The EU also appoints the International Civilian Representative for Kosovo (also the European Union Special Representative). The level of EU influence in Kosovo has led some to term it an EU protectorate.[16]

On 25 August 2009, the EULEX mission was subject to violent protests, resulting in the damaging of 28 EU vehicles Three Kosovo police officers were injured in the clashes which resulted in 21 arrests by the Kosovo police. The attack was organised by a group called "Vetëvendosje!" ("Self-Determination") in reaction to EULEX's police cooperation with Serbia and its actions in Kosovo.[17] There is resentment towards the EU mission for exercising its powers over Kosovo while mediating between the state and Serbia. Policies concentrating on crisis management, rather than resolution, as well as the pursuit of ethnic autonomy and its overly broad mandate over Kosovo's governance is at the stem of the discontent with the EU mission.[18]
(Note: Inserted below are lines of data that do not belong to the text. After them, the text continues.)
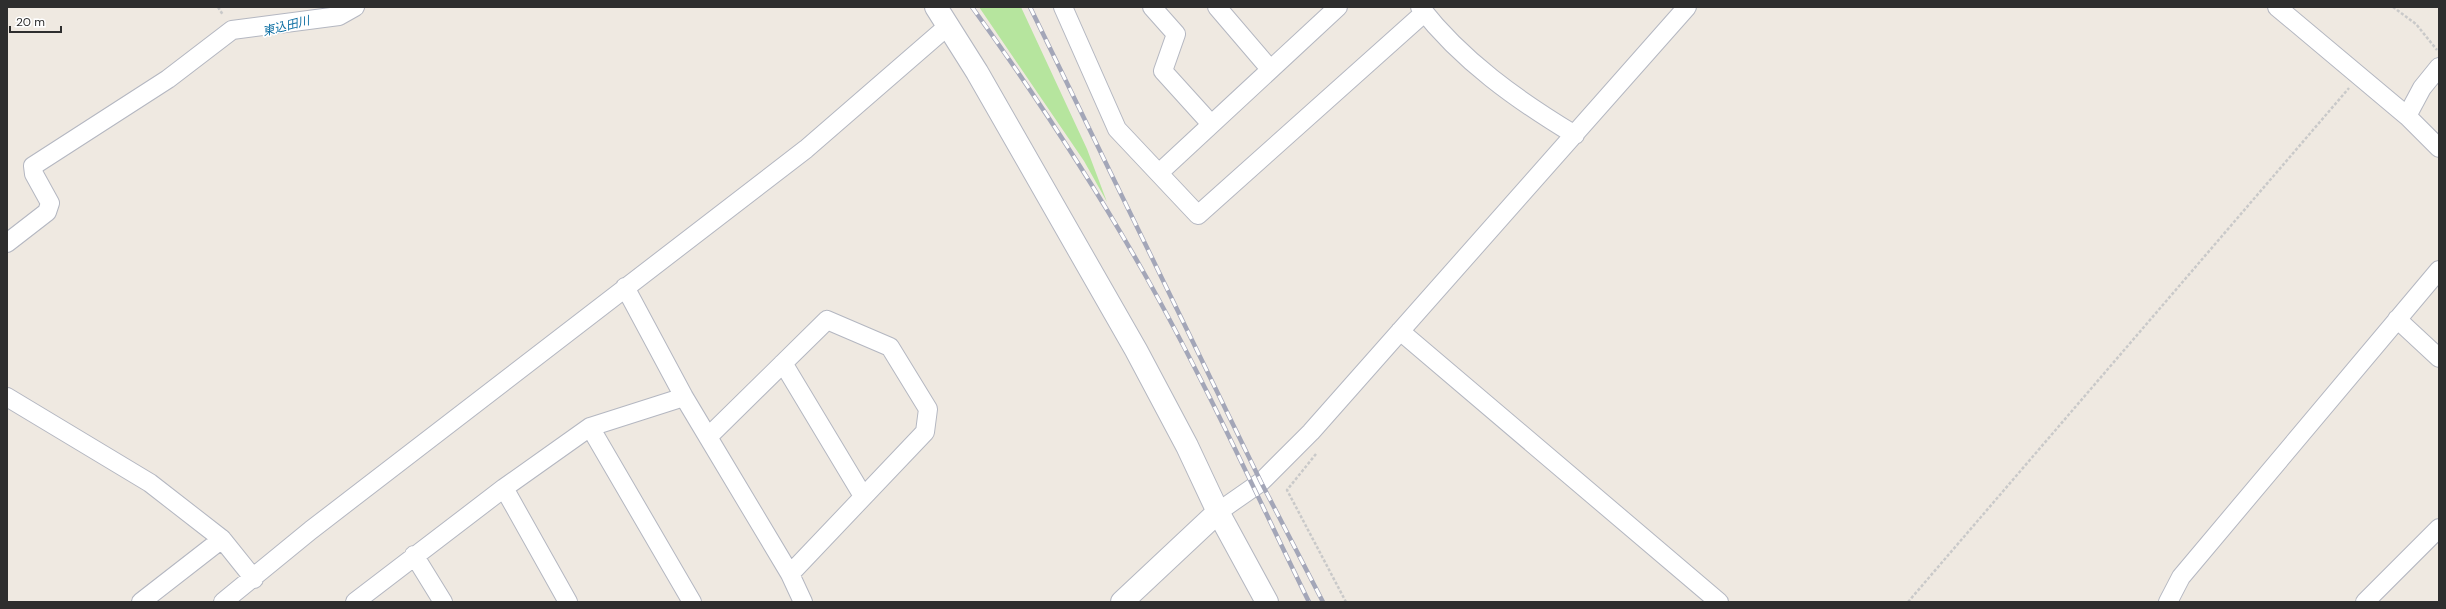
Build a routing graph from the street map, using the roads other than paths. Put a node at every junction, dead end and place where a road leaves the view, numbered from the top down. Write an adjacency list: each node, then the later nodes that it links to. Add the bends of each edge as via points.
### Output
1 (355, 7): 18 (street, via 339,16 232,30 168,79 33,166 34,174 50,203 47,212)
2 (936, 7): 10 (street)
3 (1063, 7): 17 (street, via 1117,129)
4 (1152, 7): 14 (street, via 1176,34 1164,71)
5 (1217, 7): 12 (street)
6 (1338, 7): 12 (street)
7 (1687, 7): 15 (street)
8 (2277, 7): 13 (street)
9 (1422, 10): 15 (street, via 1470,62 1526,105); 17 (street, via 1198,215)
10 (949, 25): 20 (street, via 806,149); 31 (street, via 1136,350 1187,446)
11 (2439, 67): 13 (street, via 2422,88)
12 (1270, 69): 14 (street)
13 (2407, 116): 16 (street)
14 (1211, 124): 17 (street)
15 (1575, 135): 22 (street)
16 (2439, 148)
17 (1159, 173)
18 (7, 243)
19 (2439, 270): 21 (street)
20 (625, 287): 26 (street); 36 (street, via 311,530)
21 (2397, 319): 23 (street); 47 (street, via 2180,577)
22 (1400, 331): 31 (street, via 1287,458 1261,482); 46 (street)
23 (2439, 358)
24 (783, 363): 28 (street); 30 (street); 30 (street, via 827,320 890,347 928,409 925,432)
25 (7, 397): 33 (street, via 150,483)
26 (684, 397): 27 (street); 28 (street)
27 (590, 427): 29 (street); 42 (street)
28 (708, 437): 35 (street)
29 (504, 488): 34 (street); 41 (street)
30 (863, 496): 35 (street)
31 (1218, 512): 44 (street); 45 (street)
32 (2439, 528): 48 (street)
33 (222, 539): 36 (street); 37 (street)
34 (414, 555): 39 (street); 40 (street)
35 (790, 574): 43 (street)
36 (254, 579): 38 (street)
37 (141, 602)
38 (223, 602)
39 (355, 602)
40 (443, 602)
41 (568, 602)
42 (692, 602)
43 (803, 602)
44 (1122, 602)
45 (1267, 602)
46 (1719, 602)
47 (2168, 602)
48 (2365, 602)

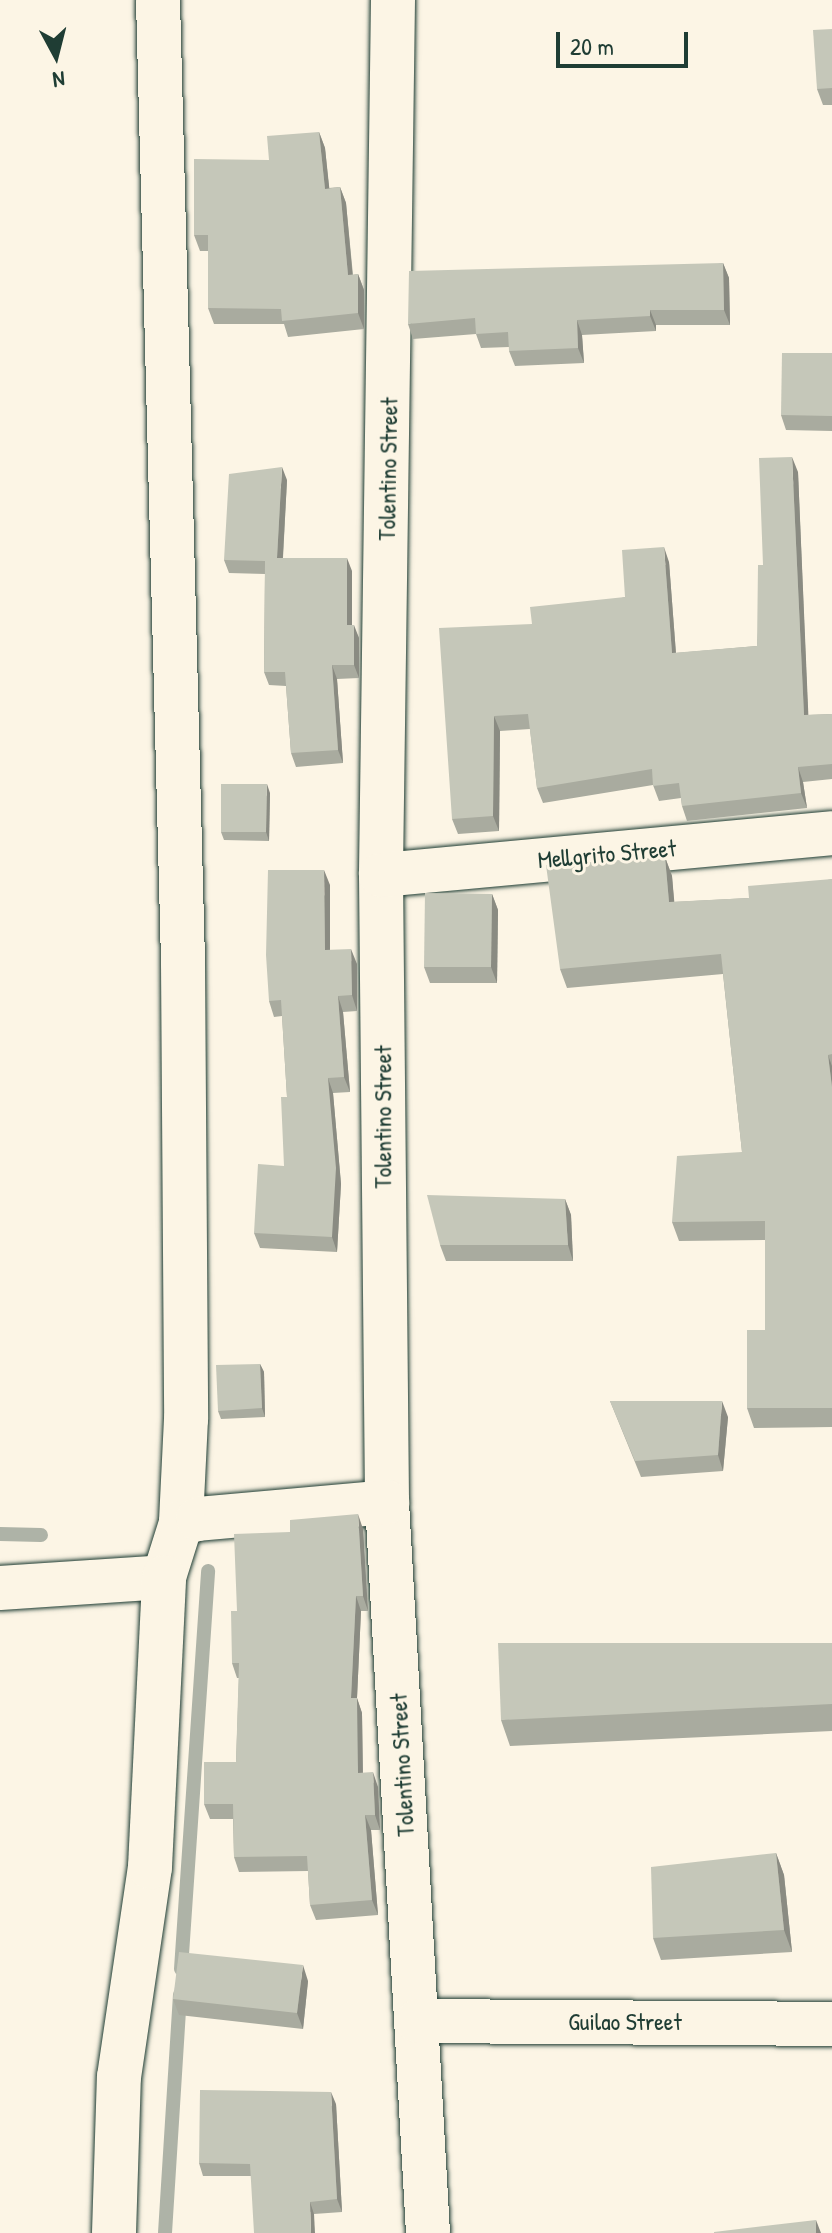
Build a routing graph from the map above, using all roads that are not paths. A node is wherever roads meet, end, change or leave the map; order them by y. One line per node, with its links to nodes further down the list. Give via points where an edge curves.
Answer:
1 (158, 0): 6 (street, via 183,963 186,1419)
2 (393, 0): 4 (street, Tolentino Street)
3 (832, 833): 4 (street, Mellgrito Street)
4 (381, 875): 5 (street, Tolentino Street)
5 (387, 1502): 6 (street); 9 (street, Tolentino Street)
6 (181, 1523): 7 (street)
7 (164, 1577): 8 (street); 11 (street, via 150,1867 119,2077)
8 (0, 1588)
9 (418, 2021): 10 (street, Guilao Street); 12 (street, Tolentino Street)
10 (832, 2024)
11 (114, 2233)
12 (428, 2233)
Stabilisation Tracking Mechanism[edit]

A Stabilisation Tracking Mechanism (STM), established for Kosovo on 6 November 2002, is an association process specially devised to promote policy dialogue between the EU and the Kosovan authorities on EU approximation matters, since it was not able to commence with the Stabilisation and Association Process due to its disputed status. In addition, in March 2007, a new structure of sectoral meetings under the umbrella of the STM was established in the areas of: good governance, economy, internal market, innovation and infrastructure.[19]

Potential candidacy[edit]

The EU is divided on their policy towards Kosovo, with 5 of 28 EU member states (Cyprus, Greece, Romania, Slovakia, Spain) not recognising its sovereignty. Kosovo is officially considered a potential candidate for membership by the European Union, and it has been given a clear "European perspective" by the Council of the European Union. As confirmed by the Thessaloniki Summit in June 2003, Kosovo is firmly anchored in the framework of the Stabilisation and Association Process (SAP), the EU policy which applies to the Western Balkans which is designed to prepare potential candidates for membership.
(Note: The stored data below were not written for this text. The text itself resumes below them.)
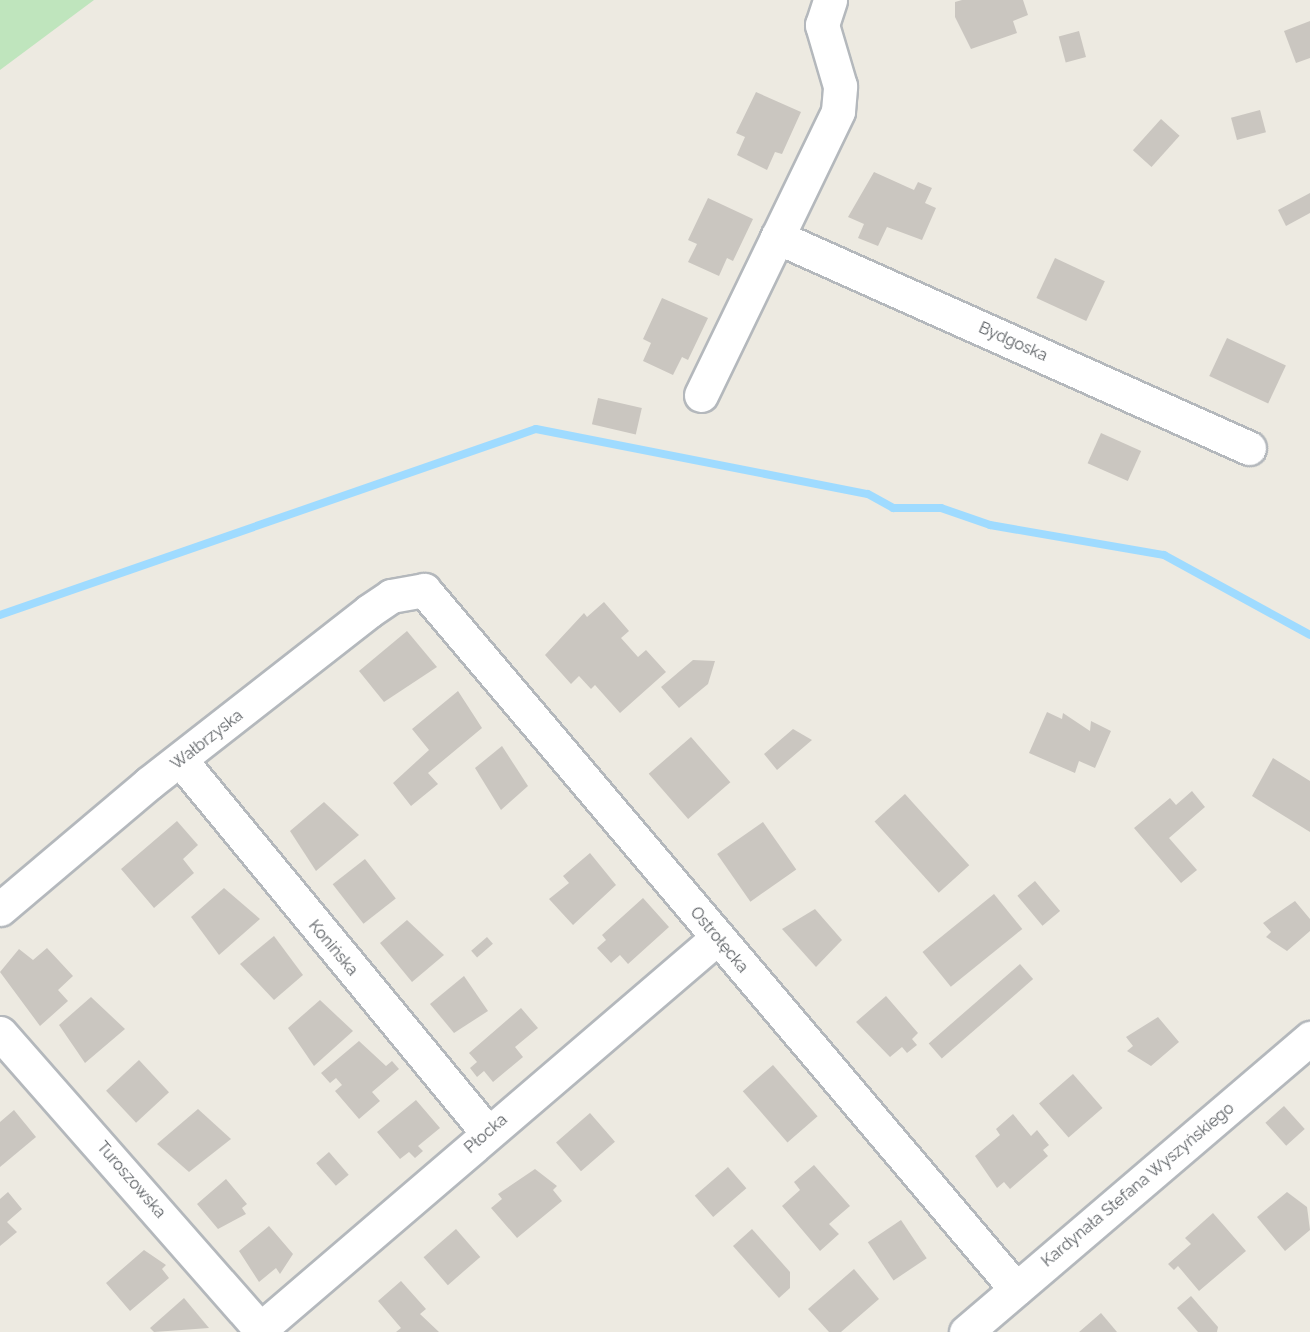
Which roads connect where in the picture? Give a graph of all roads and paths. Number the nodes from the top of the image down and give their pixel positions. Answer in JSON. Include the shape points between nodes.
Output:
{"nodes":[{"id":1,"x":830,"y":0,"type":"edge"},
{"id":2,"x":777,"y":237,"type":"junction"},
{"id":3,"x":701,"y":395,"type":"dead end"},
{"id":4,"x":1249,"y":448,"type":"dead end"},
{"id":5,"x":423,"y":590,"type":"joint"},
{"id":6,"x":182,"y":762,"type":"junction"},
{"id":7,"x":0,"y":909,"type":"edge"},
{"id":8,"x":717,"y":938,"type":"junction"},
{"id":9,"x":0,"y":1033,"type":"edge"},
{"id":10,"x":1310,"y":1038,"type":"edge"},
{"id":11,"x":487,"y":1132,"type":"junction"},
{"id":12,"x":1016,"y":1289,"type":"junction"},
{"id":13,"x":258,"y":1330,"type":"edge"},
{"id":14,"x":966,"y":1332,"type":"edge"}],
"edges":[{"from":1,"to":2,"type":"street","via":[[822,25],[840,86],[838,111]]},
{"from":2,"to":3,"type":"street"},
{"from":2,"to":4,"type":"street","name":"Bydgoska"},
{"from":5,"to":6,"type":"street","name":"Wałbrzyska","via":[[391,596],[369,611]]},
{"from":5,"to":8,"type":"street","name":"Ostrołęcka"},
{"from":6,"to":7,"type":"street","name":"Wałbrzyska","via":[[149,783]]},
{"from":6,"to":11,"type":"street","name":"Konińska"},
{"from":8,"to":11,"type":"street","name":"Płocka"},
{"from":8,"to":12,"type":"street","name":"Ostrołęcka"},
{"from":9,"to":13,"type":"street","name":"Turoszowska"},
{"from":10,"to":12,"type":"street","name":"Kardynała Stefana Wyszyńskiego"},
{"from":11,"to":13,"type":"street","name":"Płocka"},
{"from":12,"to":14,"type":"street","name":"Kardynała Stefana Wyszyńskiego"}]}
On 20 April 2005 the European Commission adopted the Communication on Kosovo to the Council "A European Future for Kosovo" which reinforced the Commission’s commitment to Kosovo. On 20 January 2006, the Council adopted a European Partnership for Serbia and Montenegro including Kosovo as defined by UNSCR1244. The European Partnership is a means to materialise the European perspective of the Western Balkan countries within the framework of the SAP. The Provisional Institutions of Self-Government (PISG) adopted an Action Plan for the Implementation of the European Partnership in August 2006 and this document formed the current working basis between the EU and the PISG. The PISG regularly reported on the implementation of this action plan.

The Republic of Kosovo's declaration of independence from Serbia was enacted on 17 February 2008 by a vote of members of the Assembly of Kosovo.[2][3] The fact that the declaration was not recognised by Serbia and several EU member states did not prevent Kosovo from continuing its STM programme, which aimed to gradually integrate its national policies on legal, economic and social matters with EU so that at some point in the future they would qualify for EU membership. As of December 2008, fifteen meetings of the STM have taken place. In addition, in March 2007 a new structure of sectoral meetings under the umbrella of the STM was established in the areas of: good governance, economy, internal market, innovation and infrastructure.[20]
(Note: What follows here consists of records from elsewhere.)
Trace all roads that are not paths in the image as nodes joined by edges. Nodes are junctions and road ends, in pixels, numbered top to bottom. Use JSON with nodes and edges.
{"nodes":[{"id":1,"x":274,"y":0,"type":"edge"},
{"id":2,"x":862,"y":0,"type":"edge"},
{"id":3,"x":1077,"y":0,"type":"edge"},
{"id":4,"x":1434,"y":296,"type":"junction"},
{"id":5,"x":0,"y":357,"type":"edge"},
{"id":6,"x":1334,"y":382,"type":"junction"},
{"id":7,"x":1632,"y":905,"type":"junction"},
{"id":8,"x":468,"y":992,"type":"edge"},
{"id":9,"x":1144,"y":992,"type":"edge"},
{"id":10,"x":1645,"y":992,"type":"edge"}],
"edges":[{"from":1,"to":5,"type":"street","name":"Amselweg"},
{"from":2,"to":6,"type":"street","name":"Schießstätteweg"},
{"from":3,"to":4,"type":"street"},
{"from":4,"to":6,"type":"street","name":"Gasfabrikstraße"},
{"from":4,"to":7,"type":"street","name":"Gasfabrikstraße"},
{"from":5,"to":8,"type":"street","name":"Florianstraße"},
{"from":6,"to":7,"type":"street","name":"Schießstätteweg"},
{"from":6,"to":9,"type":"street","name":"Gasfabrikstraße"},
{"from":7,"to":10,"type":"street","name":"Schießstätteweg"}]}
In October 2009, the European Commission noted in its annual report on the progress of the candidates and potential candidates for EU accession that Kosovo faced major challenges including ensuring the rule of law, the fight against corruption and organised crime, the strengthening of administrative capacity, and the protection of the Serb and other minorities.[21][22]

Negotiations for EU membership would only start after Kosovo submits an application and is made an official candidate for membership. Enver Hoxhaj, Kosovo's Minister of Foreign Affairs, has suggested that the EU should enlarge to Serbia and Kosovo simultaneously due to concerns that if Serbia was admitted first they could veto Kosovo's membership.[23]

In May 2014, Hoxhaj said that Kosovo's goal was for EU membership within a decade.[24]

In May 2018, Bulgaria - holding the rotating presidency of the Council of the European Union - hosted a summit on the Western Balkans, which aimed to facilitate accession by the six, including enhanced regional security cooperation and regional connectivity.[25] It was noteworthy that the Summit referred to 'partners' rather than states: this reflects the issue that Kosovo is only partially recognised as a state.[26] The European Commission is sensitive to the issue which was addressed in a speech by the EU's High Representative/Vice-President Federica Mogherini at the European Parliament Plenary Session on the Western Balkan Strategy: " shared, unequivocal, concrete perspective for European Union integration for each and every one of the six partners. Each at its own pace, with its own specificities and under different conditions, but the direction is clear and is one ".[27]

Stabilisation and Association Agreement[edit]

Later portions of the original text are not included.